Data excerpts
..........

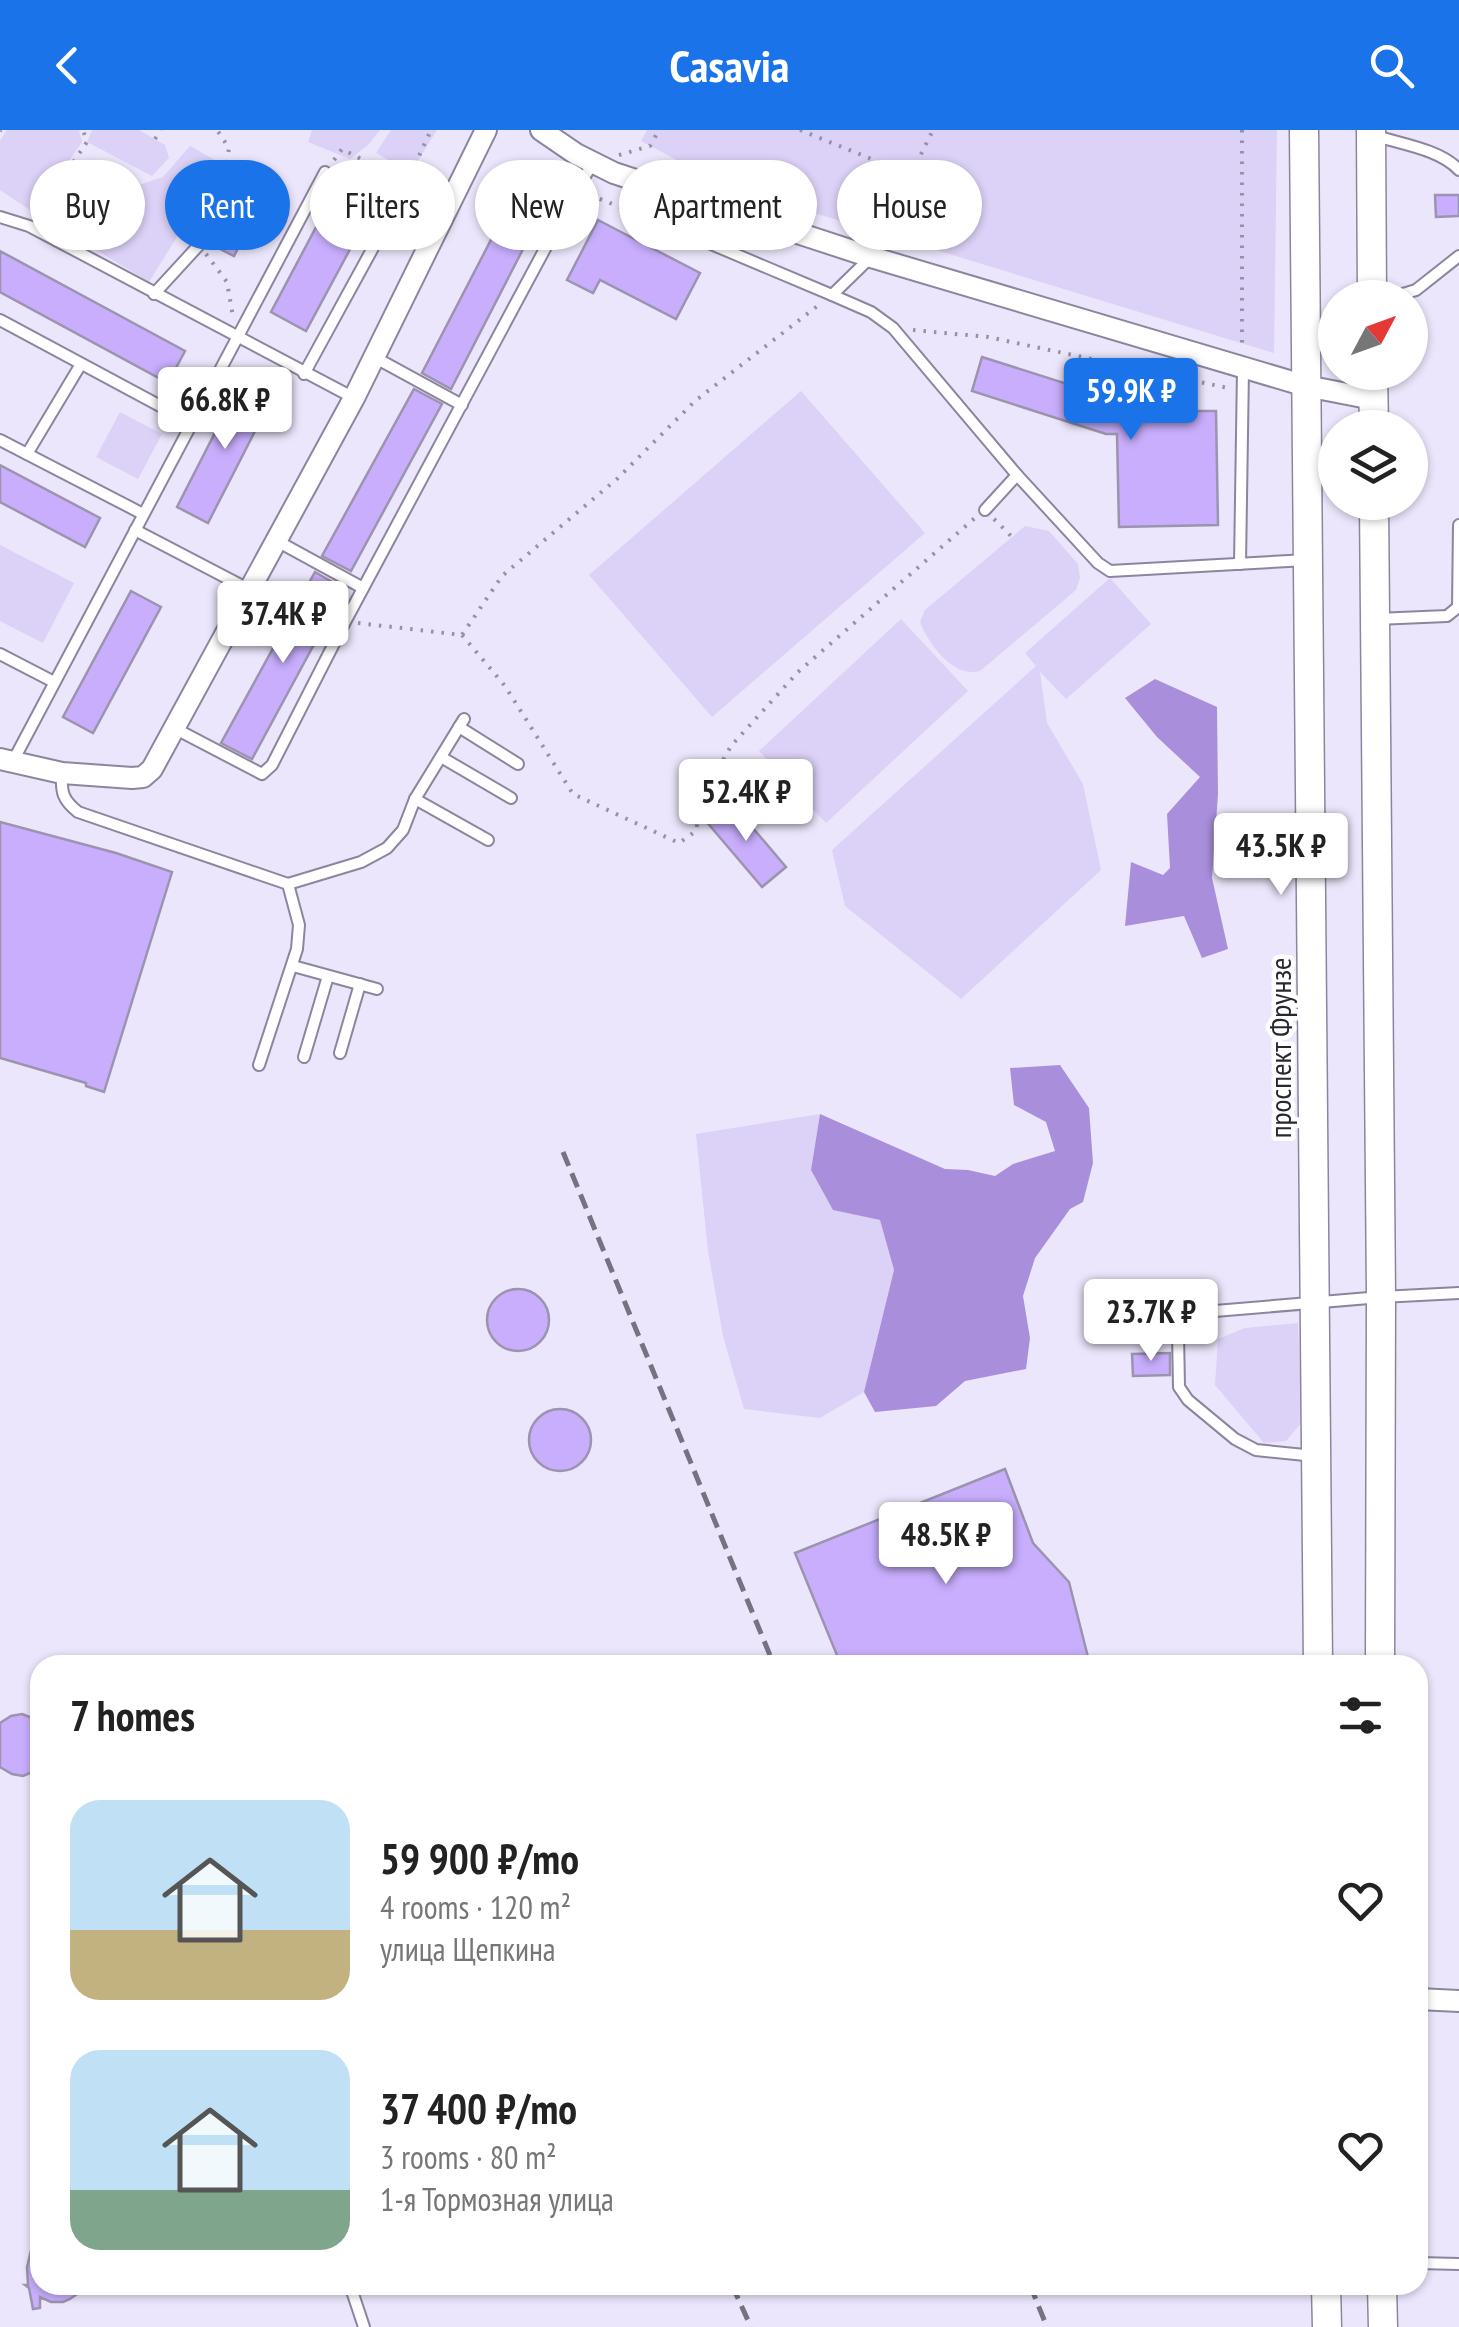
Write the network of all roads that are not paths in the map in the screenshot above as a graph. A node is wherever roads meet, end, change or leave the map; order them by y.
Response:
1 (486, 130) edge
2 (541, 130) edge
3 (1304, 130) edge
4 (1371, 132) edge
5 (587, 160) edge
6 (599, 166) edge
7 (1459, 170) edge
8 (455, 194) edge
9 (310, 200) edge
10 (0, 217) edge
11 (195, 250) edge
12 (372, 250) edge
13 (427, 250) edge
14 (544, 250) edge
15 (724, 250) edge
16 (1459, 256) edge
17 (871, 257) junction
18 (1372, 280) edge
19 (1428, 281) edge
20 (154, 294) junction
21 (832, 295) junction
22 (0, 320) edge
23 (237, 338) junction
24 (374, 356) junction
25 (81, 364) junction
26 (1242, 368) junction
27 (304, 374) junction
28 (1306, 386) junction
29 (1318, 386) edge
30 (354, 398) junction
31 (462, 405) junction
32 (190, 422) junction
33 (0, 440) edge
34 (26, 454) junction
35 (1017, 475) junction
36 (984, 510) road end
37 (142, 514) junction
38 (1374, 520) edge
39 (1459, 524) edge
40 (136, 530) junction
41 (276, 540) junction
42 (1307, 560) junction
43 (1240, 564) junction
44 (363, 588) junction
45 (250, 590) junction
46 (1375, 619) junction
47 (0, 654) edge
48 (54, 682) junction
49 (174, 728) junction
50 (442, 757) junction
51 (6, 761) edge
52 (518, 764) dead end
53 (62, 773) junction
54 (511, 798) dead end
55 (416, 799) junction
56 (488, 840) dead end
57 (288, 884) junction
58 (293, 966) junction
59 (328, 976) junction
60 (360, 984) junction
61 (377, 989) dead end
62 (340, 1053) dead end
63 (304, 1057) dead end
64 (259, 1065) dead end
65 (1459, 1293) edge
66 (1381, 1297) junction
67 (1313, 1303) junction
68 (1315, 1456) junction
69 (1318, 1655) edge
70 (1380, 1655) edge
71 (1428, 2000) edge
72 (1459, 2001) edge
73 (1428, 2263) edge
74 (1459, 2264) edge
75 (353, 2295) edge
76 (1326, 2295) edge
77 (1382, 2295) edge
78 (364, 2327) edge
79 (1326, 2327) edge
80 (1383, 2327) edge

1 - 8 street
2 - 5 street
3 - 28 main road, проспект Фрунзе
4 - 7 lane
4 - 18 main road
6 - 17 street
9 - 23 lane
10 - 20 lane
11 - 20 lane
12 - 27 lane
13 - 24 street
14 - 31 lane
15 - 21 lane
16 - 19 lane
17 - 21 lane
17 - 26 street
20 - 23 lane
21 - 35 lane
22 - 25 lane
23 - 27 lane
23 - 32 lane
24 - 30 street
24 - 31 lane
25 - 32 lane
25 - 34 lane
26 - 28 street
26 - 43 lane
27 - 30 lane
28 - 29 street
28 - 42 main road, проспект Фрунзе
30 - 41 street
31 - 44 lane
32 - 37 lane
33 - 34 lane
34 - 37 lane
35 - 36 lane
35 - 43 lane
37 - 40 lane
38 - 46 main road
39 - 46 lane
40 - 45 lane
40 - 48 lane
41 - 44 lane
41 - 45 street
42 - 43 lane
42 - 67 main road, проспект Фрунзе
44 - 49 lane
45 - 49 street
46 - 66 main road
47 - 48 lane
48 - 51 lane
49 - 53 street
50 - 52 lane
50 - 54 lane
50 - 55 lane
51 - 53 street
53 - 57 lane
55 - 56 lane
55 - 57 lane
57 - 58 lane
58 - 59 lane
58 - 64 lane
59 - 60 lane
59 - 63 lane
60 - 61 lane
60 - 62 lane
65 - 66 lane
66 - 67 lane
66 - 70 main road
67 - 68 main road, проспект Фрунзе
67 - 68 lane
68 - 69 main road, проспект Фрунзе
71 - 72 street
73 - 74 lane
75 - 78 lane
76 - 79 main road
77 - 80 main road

..........

Assignment
For each line above that contains "main", add one to a count, then state only the final number.

Answer
11